Houston-based VAALCO Energy Inc. looked for promising prospects in West Africa and found them in Gabon as it combined analysis with good timing and a large helping of opportunity.
Gabon holds the third largest reserves in sub-Saharan Africa, but it’s a long way behind Nigeria and Angola. It has the fourth highest production behind those two nations and Equatorial Guinea.

VAALCO’s Avouma platform offshore Gabon prepares to begin production from the Avouma-Tchibala complex late this year or in early 2007. (Photo courtesy of VAALCO Energy Inc.)


In the mid-1990s, when VAALCO wanted to expand away from diminishing Asian reserves, it looked at African potential from Morocco to South Africa, said Russell Scheirman, president and chief financial officer. Angola, the Congo and Gabon topped the list. In 1995, Angola wouldn’t even talk with an independent, and Angola and Congo both were involved in revolutions.

“We high-graded West Africa, and Gabon was willing to talk,” he said.
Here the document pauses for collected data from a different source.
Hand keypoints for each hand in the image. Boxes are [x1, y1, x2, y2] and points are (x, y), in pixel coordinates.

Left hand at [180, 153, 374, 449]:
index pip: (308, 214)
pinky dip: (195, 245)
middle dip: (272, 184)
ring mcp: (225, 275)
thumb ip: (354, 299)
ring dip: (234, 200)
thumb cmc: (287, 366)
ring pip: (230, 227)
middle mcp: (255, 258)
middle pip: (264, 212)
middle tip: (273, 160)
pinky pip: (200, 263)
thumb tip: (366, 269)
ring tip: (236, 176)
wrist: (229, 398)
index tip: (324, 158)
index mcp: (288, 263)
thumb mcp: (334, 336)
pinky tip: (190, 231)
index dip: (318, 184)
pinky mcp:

A lot of majors had just left Gabon along with a host of appealing properties, and the country was anxious to sign new production-sharing contracts. In addition, competitors didn’t seem to realize that the offshore block relinquished by Total (then Elf) had a couple of promising discoveries at North and South Tchibala on the Etame contract area that the major hadn’t developed. No one had shot 3-D in the area to look below the sub-salt at that time.
Some 20 wells had been drilled on the Etame contract area and, without 3-D help, Elf just missed finding the 50-million-bbl Etame field. VAALCO found it, and it currently produces about 16,000 b/d of 36°-gravity sweet oil at a sale price about US $1.25 below the Brent benchmark. That field has produced 25 million bbl of oil since it came on stream in 2002.
VAALCO has installed a platform over the Avouma-Tchibala field complex and can produce those fields to the Etame floating production, storage and offloading vessel.

The company also received permission to develop the one-well Ebouri field at the northwestern end of the northwest-southeast trending group of fields. Avouma and Tchibala should come on stream for another 10,000 b/d around the end of this year, and Ebouri should add another 5,000 b/d next year or early in 2008. Those fields offer another 15 million to 20 million bbl of oil reserves.

VAALCO’s initial terms on its property involved a 3-year initial exploration period and a 2-year extension with a work program and expenditures spelled out for the period.

Under Gabon’s profit oil-cost oil system up to 70% of the oil produced can be used by the operator to recover costs. Once recovery is complete, the operator and the state oil agency split 50:50 after operating costs are deducted.

Also, Gabon doesn’t use ring fencing. That means the company can recover the cost of the Avouma development from oil produced now at Etame.

VAALCO likes Gabon well enough that it recently picked up the onshore Mutamba Iroru contract area, which surrounds Shell’s Gamba Ivinga field, Gabon’s second largest at 300 million bbl of reserves. The VAALCO exploration team sees several prospects on the property that might have been below Shell’s production threshold. The largest field is Shell’s Rabi Kounga, a 900-million-bbl-plus field on the same trend but about 38 miles (60 km) to the north.

VAALCO’s 270,000-acre onshore property has similar geology to offshore Etame field.
With reasonable terms and large reserves, it’s curious that more companies haven’t tried their skill in Gabon. Scheirman said Shell and Elf dominated the country until the mid-1990s, and most of the majors left about that time because reserves weren’t large enough. Independents haven’t had good luck in finding new reserves. Marathon made a discovery prior to VAALCO’s, but the success ratio for others has been low.

VAALCO, as operator, with partner Interoil, also received an award for 40% each in Block 5 offshore Angola in the Kwanza Basin. About 95% of that tract is in water shallower than 656 ft (200 m). That’s the kind of play VAALCO likes, “We look for relatively shallow jackup opportunities that the majors wouldn’t quite touch,” Scheirman said.